# Poll: Who should we take with the #5 pick?



## max powers (Aug 3, 2004)

Obviously Oden and Durant are out and likely Brandan Wright will be off the board. Among the rest who do you like.


----------



## Causeway (May 18, 2005)

you should add "trade" to this poll.


----------



## max powers (Aug 3, 2004)

I thought about adding trade as an option but it is too open ended. I'd love to trade the five pick for say Barbosa but I'd worry about us trading for Scalabrine's younger brother in the D-league (fictional scenario I just made up, this guy doesn't exist so everyone calm down).

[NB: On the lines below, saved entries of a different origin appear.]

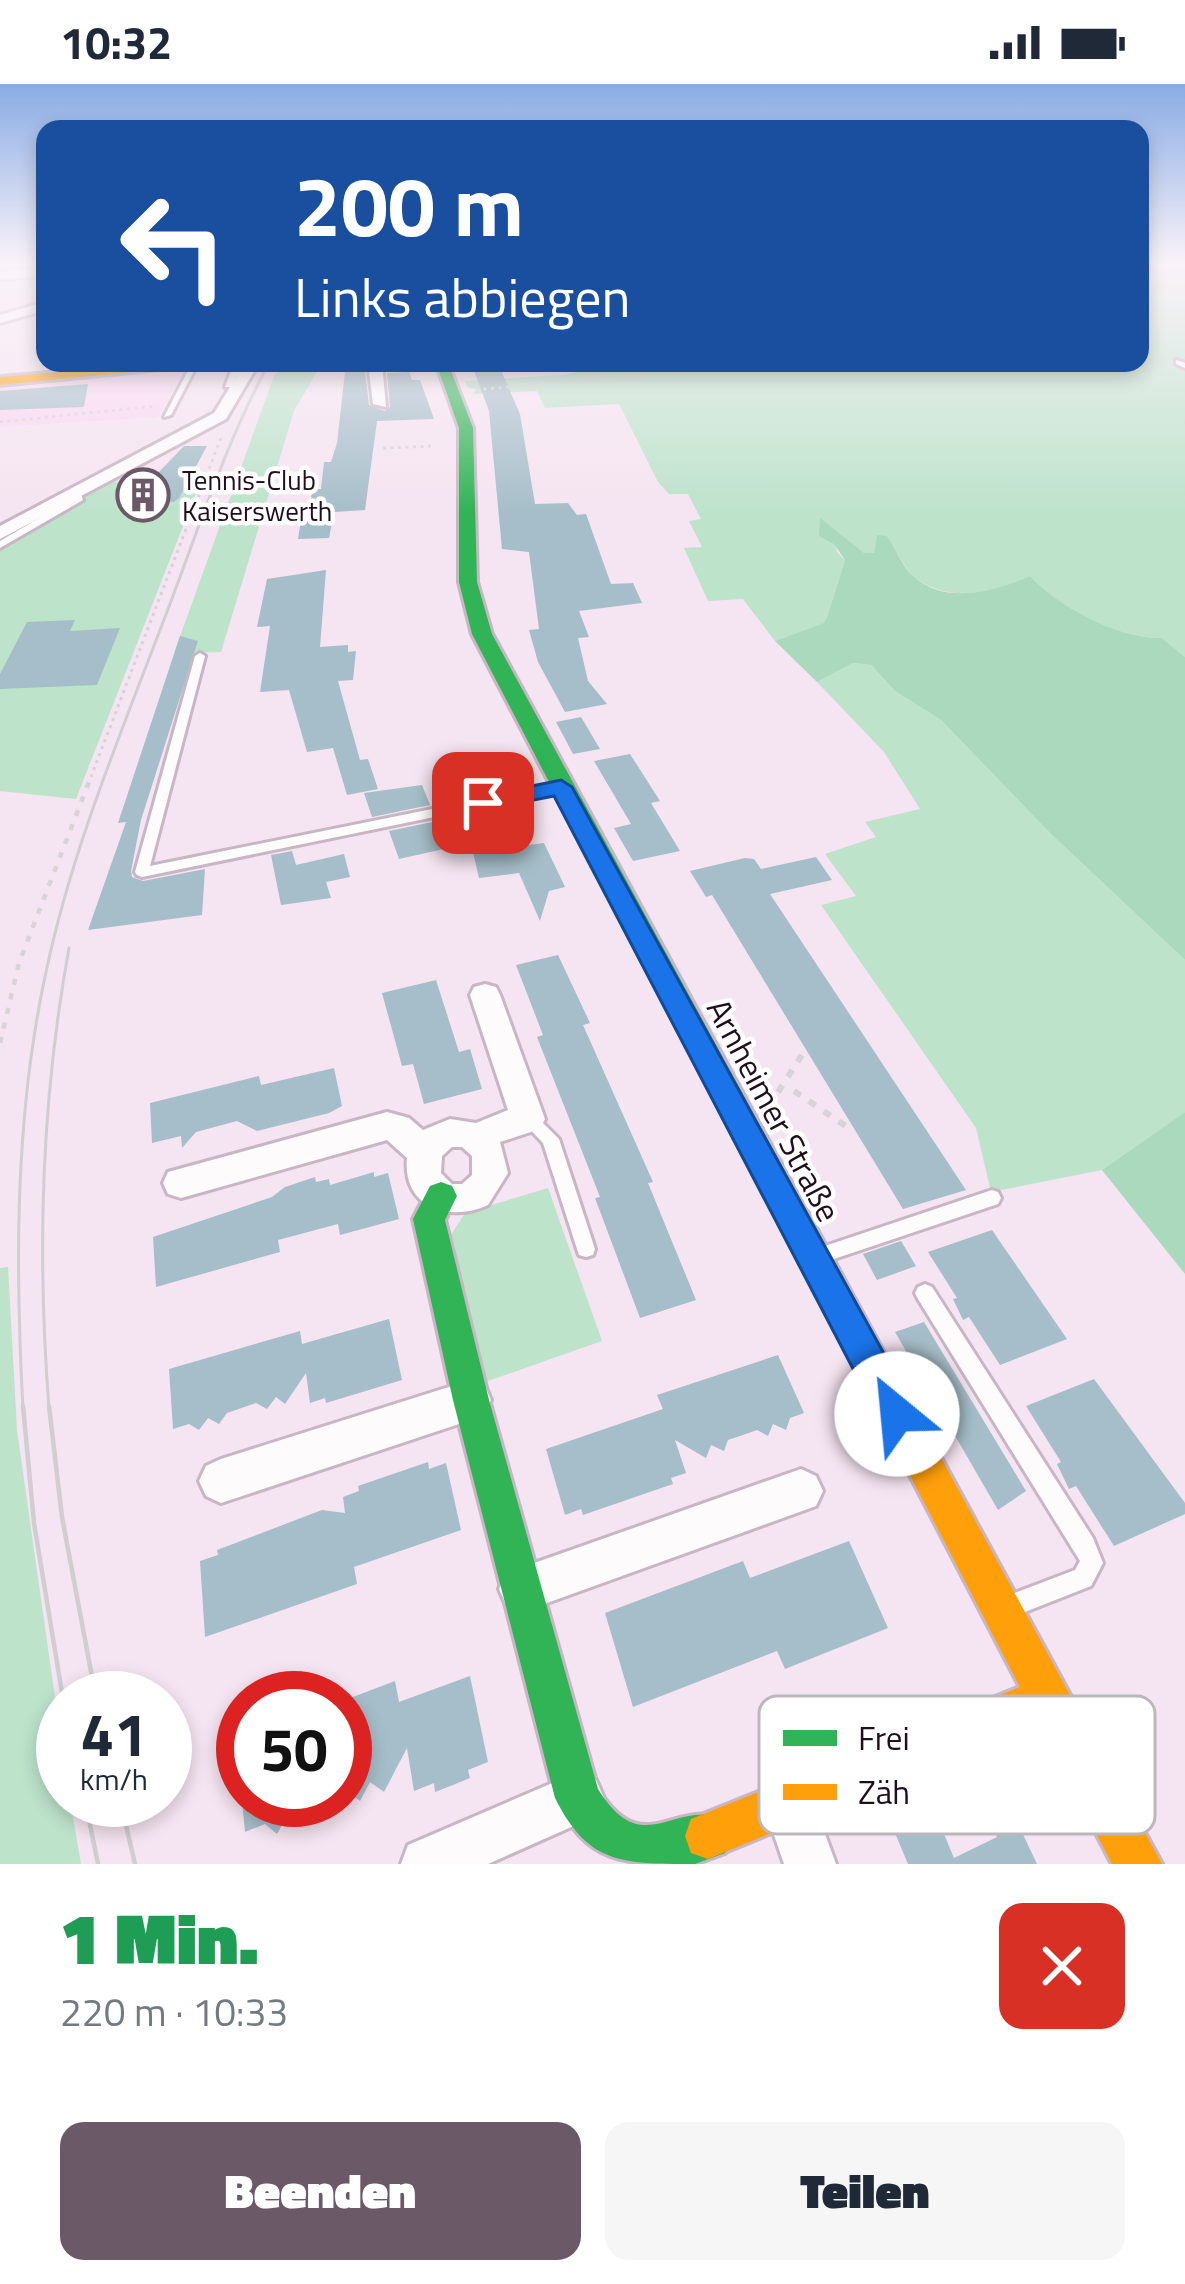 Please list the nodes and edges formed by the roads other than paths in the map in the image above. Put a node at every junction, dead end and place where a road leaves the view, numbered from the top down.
1 (191, 372) edge
2 (211, 372) edge
3 (247, 372) edge
4 (376, 372) edge
5 (446, 372) edge
6 (0, 381) edge
7 (381, 404) dead end
8 (167, 415) dead end
9 (77, 493) junction
10 (0, 533) edge
11 (0, 545) edge
12 (200, 656) dead end
13 (561, 787) junction
14 (484, 994) dead end
15 (528, 1119) junction
16 (480, 1140) junction
17 (425, 1153) junction
18 (181, 1183) dead end
19 (441, 1196) junction
20 (992, 1198) dead end
21 (586, 1249) dead end
22 (813, 1258) junction
23 (925, 1293) dead end
24 (471, 1400) junction
25 (221, 1481) dead end
26 (801, 1490) dead end
27 (522, 1589) junction
28 (1002, 1609) junction
29 (1047, 1696) edge
30 (578, 1798) junction
31 (759, 1814) edge
32 (800, 1834) edge
33 (1122, 1834) edge
34 (427, 1864) edge
35 (810, 1864) edge
36 (1138, 1864) edge

1 - 6 main road
2 - 8 lane
3 - 9 street
4 - 7 street
5 - 13 main road, Arnheimer Straße
9 - 10 street
9 - 11 lane
12 - 13 lane
13 - 22 main road, Arnheimer Straße
14 - 15 street
15 - 16 street
15 - 21 lane
16 - 17 street
16 - 19 street
17 - 18 street
17 - 19 street
19 - 24 main road
20 - 22 lane
22 - 28 main road, Arnheimer Straße
23 - 28 lane
24 - 25 street
24 - 27 main road
26 - 27 street
27 - 30 main road
28 - 29 main road, Arnheimer Straße
30 - 31 main road
30 - 34 street
32 - 35 street
33 - 36 main road, Arnheimer Straße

So I will add the caveat assuming we keep the pick who should we take?


----------



## E.H. Munro (Jun 22, 2004)

Don't worry about it, Szczerbiak & #5 has limited appeal, so a trade isn't altogether likely.


----------



## DaBosox (Apr 10, 2007)

Since it's a who should we pick, I chose Brewer. Since we'll be in the draft next year I'm hoping some center will show themselves over the course of the year.

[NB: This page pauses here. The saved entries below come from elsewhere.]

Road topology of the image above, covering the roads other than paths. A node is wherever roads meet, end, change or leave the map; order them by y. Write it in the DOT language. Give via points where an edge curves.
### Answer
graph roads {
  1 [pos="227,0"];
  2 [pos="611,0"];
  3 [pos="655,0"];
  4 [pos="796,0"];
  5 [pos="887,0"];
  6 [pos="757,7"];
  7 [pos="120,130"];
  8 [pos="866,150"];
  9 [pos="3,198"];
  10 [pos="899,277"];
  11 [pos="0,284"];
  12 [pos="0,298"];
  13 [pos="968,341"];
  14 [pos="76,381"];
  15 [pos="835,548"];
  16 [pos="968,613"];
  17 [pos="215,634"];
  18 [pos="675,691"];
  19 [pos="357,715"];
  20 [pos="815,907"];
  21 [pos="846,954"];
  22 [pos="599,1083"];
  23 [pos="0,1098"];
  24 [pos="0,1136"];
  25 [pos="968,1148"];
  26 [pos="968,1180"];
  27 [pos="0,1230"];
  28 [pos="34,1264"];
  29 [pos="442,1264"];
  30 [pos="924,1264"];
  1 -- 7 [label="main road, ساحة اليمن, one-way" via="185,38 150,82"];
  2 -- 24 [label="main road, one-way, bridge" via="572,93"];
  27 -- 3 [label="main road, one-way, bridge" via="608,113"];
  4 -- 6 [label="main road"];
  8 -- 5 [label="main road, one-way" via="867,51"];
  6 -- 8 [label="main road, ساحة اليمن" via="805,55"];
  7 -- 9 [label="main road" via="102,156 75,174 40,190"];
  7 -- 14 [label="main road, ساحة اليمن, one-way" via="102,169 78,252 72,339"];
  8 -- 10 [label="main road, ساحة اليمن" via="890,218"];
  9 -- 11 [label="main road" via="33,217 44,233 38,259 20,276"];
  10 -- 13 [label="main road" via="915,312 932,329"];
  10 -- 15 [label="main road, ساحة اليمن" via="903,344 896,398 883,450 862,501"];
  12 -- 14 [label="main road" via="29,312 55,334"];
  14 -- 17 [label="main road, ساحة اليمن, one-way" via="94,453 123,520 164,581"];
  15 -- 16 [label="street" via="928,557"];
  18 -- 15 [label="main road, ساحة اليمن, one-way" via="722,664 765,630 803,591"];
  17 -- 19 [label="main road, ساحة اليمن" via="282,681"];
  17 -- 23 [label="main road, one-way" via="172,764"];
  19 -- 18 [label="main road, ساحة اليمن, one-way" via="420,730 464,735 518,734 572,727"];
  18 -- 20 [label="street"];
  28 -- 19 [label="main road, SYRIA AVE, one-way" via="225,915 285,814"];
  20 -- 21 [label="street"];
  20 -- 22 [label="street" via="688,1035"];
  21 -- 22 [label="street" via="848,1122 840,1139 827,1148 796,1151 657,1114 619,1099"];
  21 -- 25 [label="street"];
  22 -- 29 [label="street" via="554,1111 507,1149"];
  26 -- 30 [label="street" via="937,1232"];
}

And we'll need a replacement for Pierce at the 2 not named Delonte.


----------



## E.H. Munro (Jun 22, 2004)

There aren't any. Next year is a guard draft. The next great forward (as in 4/5) is going to be Greg Monroe in 2009. In 2008 we'd be getting stuck with Kevin Love. Who already has bad knees at the age of 18, so he's definitely a Celtic of the future. There are some other tall guys in 2008, but I'm not sure any of them are going to be as good as Brandan Wright or Al Horford, much less Oden or Monroe.


----------



## aquaitious (Jun 11, 2002)

2017!


----------



## HB (May 1, 2004)

ehmunro said:


> There aren't any. Next year is a guard draft. The next great forward (as in 4/5) is going to be Greg Monroe in 2009. In 2008 we'd be getting stuck with Kevin Love. Who already has bad knees at the age of 18, so he's definitely a Celtic of the future. There are some other tall guys in 2008, but I'm not sure any of them are going to be as good as Brandan Wright or Al Horford, much less Oden or Monroe.

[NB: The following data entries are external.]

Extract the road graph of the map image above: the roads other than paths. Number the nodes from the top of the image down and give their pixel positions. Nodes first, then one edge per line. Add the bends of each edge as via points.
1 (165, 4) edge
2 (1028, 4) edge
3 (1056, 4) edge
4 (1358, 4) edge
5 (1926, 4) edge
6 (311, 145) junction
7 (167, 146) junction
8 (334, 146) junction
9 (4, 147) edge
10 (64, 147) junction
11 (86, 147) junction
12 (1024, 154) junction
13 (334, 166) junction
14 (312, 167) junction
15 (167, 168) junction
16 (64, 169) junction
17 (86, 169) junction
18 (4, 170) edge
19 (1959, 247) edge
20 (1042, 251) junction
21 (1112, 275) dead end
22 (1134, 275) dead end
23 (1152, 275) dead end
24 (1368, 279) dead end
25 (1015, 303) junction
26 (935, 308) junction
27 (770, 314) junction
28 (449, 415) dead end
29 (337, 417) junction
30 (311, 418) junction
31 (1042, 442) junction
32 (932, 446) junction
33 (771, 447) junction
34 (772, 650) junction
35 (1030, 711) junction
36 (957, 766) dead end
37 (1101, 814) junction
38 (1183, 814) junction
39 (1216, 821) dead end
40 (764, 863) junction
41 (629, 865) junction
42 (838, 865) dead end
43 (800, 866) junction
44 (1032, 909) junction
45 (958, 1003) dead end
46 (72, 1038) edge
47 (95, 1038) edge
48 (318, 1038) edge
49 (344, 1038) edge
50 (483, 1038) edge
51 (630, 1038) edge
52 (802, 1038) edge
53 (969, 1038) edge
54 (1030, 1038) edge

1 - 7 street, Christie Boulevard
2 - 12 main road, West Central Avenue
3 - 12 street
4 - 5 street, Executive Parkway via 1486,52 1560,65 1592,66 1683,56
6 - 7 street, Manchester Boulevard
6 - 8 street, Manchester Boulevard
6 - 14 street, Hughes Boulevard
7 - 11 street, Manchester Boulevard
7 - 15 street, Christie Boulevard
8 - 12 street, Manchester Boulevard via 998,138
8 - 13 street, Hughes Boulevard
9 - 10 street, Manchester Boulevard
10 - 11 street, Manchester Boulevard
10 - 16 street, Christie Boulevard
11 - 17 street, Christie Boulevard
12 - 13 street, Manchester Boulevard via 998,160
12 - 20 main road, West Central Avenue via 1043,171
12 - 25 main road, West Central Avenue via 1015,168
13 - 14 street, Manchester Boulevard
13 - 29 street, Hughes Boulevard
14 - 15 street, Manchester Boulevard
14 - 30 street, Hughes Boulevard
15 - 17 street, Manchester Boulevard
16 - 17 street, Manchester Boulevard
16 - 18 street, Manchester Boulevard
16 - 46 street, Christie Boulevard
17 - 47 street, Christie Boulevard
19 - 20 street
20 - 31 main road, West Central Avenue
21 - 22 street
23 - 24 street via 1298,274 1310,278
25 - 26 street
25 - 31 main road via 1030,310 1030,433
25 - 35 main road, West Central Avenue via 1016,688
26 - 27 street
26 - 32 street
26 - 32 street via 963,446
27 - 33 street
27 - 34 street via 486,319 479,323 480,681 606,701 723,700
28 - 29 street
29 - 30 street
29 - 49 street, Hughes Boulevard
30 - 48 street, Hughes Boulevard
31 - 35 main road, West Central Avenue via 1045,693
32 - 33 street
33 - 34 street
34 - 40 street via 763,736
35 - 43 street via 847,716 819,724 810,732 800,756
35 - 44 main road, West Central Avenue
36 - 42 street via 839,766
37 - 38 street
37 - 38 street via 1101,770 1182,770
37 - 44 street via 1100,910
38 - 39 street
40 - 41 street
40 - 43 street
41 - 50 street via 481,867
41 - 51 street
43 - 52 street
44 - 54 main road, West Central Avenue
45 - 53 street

Well theres also Beasley who is almost the same height as Love, although completely different skill sets but nonetheless a much better player.


----------



## E.H. Munro (Jun 22, 2004)

HB said:


> Well theres also Beasley who is almost the same height as Love, although completely different skill sets but nonetheless a much better player.


I'm not going to argue that, but as of now I see Beasley as more of a power 3 than a real 4. I guess you can play him there, but I don't think he's going to dominate at the 4 the way a guy like Bosh does or Monroe will. I do like him a whole lot more than Love, though.


----------



## Aznboi812 (Nov 9, 2005)

trade pick and wally for artest.


----------



## Attila (Jul 23, 2003)

Aznboi812 said:


> trade pick and wally for artest.


 Meh ...


----------



## Attila (Jul 23, 2003)

Maybe we can trade the pick for some overpaid white guy with a good brain type.


----------



## aquaitious (Jun 11, 2002)

Attila said:


> Maybe we can trade the pick for some overpaid white guy with a good brain type.


There are more of them?


----------



## dts (May 11, 2007)

Matt Harpring, here we come!

Anyhow, if the team wanted to trade for Artest, wouldn't we have done it las time he was available? I mean couldn't we have offered more value than Peja?


----------



## aquaitious (Jun 11, 2002)

dts said:


> Matt Harpring, here we come!
> 
> Anyhow, if the team wanted to trade for Artest, wouldn't we have done it las time he was available? I mean couldn't we have offered more value than Peja?


I don't think the Pacers were interested in our garbage, becasue that's all we were offering.

Then again, they did get Orien Greene, so you never know.


----------



## cgcatsfan (Jun 10, 2005)

Attila said:


> Maybe we can trade the pick for some overpaid white guy with a good brain type.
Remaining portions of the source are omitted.